Il Retape Festival fin dalla sua concezione pone come proprio obiettivo quello di portare davanti al suo pubblico la nuova generazione di musicisti e cantautori esclusivamente romani. Un festival diviso in più parti, ma che vede la più intima rappresentazione nel Retape Lab in scena sul “palco” del Teatro Studio Gianni Borgna.

Proprio su quel palco, l’ultimo ospite è forse una delle rappresentazioni più popolari e genuine di un cantautore romano. Parliamo di Emilio Stella.
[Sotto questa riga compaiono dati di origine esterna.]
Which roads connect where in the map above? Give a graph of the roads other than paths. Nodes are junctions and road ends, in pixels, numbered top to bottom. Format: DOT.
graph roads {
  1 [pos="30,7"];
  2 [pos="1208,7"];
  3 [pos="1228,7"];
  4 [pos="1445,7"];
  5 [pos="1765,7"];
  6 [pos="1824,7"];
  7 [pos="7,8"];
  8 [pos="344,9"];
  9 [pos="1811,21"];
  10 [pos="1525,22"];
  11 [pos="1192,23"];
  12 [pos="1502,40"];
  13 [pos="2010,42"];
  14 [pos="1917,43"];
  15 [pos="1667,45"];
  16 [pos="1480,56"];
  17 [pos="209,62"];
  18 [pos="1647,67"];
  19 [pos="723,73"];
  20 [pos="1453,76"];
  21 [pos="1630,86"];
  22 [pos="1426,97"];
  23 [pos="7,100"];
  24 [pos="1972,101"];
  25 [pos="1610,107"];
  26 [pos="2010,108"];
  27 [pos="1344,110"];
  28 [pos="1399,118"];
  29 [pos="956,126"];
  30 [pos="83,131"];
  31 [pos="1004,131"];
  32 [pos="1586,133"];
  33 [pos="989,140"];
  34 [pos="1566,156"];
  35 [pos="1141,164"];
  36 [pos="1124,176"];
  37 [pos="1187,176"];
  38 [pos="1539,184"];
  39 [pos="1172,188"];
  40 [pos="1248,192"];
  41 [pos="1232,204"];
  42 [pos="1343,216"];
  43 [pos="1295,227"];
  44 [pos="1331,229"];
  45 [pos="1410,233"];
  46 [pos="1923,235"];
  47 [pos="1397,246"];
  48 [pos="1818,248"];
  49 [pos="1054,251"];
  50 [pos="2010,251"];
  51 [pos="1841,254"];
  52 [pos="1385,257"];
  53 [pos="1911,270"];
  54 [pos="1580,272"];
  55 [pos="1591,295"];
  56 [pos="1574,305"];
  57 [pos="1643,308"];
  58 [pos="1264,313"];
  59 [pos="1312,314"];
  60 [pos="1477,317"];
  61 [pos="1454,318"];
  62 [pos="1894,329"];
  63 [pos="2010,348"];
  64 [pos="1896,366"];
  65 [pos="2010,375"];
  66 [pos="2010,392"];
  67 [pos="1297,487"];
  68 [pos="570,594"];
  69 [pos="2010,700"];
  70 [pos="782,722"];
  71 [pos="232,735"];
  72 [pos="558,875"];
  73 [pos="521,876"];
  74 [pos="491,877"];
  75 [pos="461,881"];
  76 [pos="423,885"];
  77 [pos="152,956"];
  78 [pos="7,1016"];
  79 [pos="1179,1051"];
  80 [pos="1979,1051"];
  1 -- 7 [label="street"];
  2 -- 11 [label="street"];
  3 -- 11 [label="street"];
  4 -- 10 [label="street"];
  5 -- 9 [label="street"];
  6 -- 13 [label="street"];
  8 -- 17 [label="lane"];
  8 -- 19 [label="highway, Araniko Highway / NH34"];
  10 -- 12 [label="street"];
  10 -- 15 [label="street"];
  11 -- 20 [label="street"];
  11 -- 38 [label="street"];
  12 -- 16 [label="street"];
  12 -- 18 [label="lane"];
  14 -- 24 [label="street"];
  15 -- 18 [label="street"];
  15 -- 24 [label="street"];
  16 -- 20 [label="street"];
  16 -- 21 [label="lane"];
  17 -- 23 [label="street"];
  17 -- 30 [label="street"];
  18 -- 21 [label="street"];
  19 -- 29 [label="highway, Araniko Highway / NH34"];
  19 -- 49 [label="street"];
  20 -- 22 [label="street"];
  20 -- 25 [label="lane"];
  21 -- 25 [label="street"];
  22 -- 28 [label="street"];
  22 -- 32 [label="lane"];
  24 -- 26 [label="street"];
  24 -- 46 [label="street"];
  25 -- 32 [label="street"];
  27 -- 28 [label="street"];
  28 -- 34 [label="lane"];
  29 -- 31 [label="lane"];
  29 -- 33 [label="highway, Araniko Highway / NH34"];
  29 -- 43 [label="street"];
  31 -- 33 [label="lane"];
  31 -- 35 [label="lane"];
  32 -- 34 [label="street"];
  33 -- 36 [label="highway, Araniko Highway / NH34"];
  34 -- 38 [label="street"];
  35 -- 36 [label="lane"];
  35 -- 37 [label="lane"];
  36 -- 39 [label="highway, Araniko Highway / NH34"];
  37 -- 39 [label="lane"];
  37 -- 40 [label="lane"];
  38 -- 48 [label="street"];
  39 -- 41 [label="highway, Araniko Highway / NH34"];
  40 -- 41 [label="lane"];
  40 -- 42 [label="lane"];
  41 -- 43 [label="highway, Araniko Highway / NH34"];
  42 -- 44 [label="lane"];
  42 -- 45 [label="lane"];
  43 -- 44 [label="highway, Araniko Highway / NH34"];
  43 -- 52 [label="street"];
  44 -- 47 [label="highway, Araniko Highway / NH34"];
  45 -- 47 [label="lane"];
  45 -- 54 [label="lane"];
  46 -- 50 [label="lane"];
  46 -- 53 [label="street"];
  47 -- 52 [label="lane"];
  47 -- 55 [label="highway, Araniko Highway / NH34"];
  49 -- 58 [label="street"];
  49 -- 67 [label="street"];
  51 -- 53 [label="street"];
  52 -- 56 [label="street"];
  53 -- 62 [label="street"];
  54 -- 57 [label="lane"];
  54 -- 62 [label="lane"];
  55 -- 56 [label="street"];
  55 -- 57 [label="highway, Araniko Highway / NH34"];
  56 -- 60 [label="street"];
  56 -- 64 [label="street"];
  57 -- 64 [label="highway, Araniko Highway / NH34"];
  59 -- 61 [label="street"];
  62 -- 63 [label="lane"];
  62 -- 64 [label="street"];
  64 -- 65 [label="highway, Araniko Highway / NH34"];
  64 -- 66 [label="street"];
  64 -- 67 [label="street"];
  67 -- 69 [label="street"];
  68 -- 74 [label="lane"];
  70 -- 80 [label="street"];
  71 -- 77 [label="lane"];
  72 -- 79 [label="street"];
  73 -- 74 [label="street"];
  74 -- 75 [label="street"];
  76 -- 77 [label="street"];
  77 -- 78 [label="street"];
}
Cantautore, ma a tratti anche narratore con qualche piccola nota da rapper, l’artista romano ha portato nella piccola sala dell’Auditorium tutta la sua romanità, fatta di scene popolari che non possono che strappare continui sorrisi tra i presenti.
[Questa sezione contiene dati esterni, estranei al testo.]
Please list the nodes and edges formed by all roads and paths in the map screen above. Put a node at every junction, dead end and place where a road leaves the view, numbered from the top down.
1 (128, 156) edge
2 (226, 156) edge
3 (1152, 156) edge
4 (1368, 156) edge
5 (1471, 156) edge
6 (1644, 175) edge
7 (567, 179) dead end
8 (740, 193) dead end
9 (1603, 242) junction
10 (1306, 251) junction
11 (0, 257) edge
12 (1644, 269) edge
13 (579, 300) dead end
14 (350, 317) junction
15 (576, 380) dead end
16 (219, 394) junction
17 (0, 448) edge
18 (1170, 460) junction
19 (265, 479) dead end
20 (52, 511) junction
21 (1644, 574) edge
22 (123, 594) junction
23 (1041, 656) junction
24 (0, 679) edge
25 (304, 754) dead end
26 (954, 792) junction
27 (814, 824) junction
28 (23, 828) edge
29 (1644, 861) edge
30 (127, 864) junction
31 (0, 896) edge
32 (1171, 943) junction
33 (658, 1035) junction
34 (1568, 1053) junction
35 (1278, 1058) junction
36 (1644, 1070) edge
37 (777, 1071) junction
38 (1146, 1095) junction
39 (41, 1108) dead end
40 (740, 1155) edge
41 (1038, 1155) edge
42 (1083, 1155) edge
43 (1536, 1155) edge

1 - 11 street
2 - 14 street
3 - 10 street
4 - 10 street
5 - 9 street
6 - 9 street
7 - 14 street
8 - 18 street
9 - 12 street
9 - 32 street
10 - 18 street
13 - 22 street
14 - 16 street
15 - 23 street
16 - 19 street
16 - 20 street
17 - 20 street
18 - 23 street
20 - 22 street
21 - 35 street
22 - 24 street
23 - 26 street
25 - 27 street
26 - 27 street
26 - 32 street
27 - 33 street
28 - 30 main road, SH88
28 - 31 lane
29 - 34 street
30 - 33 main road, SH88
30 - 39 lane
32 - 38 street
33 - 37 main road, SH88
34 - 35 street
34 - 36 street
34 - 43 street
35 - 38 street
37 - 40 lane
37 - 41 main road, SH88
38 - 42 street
Si apre con una nota un po’ critica nei confronti della politica, che attualmente governa il nostro paese, Paura del diverso.

Gli alieni siamo noi, segue a ruota come voler chiudere un piccolo inciso di critica sociale, non diretto a nessuno se non con l’intento forse di allargare il pensiero dei tanti presenti che affollano la sala.

La forza del cantautore romano però, come già detto, è la sua capacità di raccontare uno spaccato del popolo che a molti potrà sembrare banale, ma che in realtà non lo è. Vita di cantiere ci immerge in scene che sembra quasi di vivere dalle sedute dell’Auditorium per la chiarezza con cui sono raccontate. Lo stesso succede con Marcella, una figura così ben descritta che pare di conoscerla, nei suoi modi rozzi e teneri allo stesso tempo.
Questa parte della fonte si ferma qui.